I am having difficulty with my t2i rebel. It does not focus accurately when I have it in auto mode. The photos come out blurry and out of focus most of the time. Does anyone have this problem?

Thanks!


----------



## Big Mike (Jul 13, 2011)

Welcome to the forum.

It's very hard for us to diagnose and help with the problem, if you don't show us some example photos (along with the EXIF data like shutter speed, aperture, ISO etc.)

My guess would be that your photos aren't actually out of focus, but they are blurry because of motion blur.  In other words, the photos are blurred because either the camera was moving or the subject was moving (or both)...and the shutter speed was not fast/short enough to freeze the motion as a sharp photo.

When you are shooting, there are several things that show up on the screen and in the viewfinder.  One of them is the shutter speed and one of them is the aperture (check your manual).  If your shutter speed it too slow/long, you will get blur...unless your camera is perfectly still, as well as the subject.  

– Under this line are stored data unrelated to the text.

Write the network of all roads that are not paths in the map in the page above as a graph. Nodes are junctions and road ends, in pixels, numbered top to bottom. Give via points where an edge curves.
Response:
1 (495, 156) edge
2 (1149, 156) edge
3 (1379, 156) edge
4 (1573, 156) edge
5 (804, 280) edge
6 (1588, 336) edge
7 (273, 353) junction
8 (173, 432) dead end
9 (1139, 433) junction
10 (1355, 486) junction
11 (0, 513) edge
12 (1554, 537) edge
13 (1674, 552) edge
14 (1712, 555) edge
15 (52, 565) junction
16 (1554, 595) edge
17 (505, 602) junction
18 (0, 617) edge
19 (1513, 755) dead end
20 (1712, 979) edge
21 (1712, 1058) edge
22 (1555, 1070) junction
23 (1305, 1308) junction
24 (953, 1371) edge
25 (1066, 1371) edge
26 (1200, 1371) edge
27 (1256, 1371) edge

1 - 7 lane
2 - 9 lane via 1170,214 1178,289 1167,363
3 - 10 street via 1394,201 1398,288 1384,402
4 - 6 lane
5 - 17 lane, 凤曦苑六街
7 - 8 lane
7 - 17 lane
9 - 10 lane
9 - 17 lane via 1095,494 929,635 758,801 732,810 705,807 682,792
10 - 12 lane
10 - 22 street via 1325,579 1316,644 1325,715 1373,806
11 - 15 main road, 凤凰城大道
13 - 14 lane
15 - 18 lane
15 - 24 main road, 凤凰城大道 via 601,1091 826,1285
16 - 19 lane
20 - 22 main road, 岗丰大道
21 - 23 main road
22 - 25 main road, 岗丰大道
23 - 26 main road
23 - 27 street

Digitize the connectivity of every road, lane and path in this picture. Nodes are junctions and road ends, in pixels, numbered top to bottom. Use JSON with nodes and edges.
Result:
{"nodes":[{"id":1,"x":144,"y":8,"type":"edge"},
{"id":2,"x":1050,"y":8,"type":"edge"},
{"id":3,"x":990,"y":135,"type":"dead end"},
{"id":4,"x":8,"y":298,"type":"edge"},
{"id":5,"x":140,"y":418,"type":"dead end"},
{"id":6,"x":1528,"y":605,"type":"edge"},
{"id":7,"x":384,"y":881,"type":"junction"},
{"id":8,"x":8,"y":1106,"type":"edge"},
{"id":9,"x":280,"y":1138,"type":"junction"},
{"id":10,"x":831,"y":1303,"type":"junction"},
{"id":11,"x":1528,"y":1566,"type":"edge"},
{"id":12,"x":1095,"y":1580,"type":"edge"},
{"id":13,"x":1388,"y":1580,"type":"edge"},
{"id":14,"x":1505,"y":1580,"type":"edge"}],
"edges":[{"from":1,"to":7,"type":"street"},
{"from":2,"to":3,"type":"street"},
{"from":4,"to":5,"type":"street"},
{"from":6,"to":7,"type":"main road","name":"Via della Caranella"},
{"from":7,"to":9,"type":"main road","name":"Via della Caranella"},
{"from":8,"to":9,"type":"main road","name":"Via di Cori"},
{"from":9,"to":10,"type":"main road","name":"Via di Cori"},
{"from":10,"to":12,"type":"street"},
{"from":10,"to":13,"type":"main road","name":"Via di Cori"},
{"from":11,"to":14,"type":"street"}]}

So as a test, try putting the camera on a tripod (or just a stable surface), then focus on something that won't move.  Set the camera to use the self-timer and take the photo.  If it's sharp, you can probably be sure that your camera is just fine.  
But if your photos are blurry, even when shooting on a stable surface (and not touching the camera when it fires)...then there may actually be a problem.


----------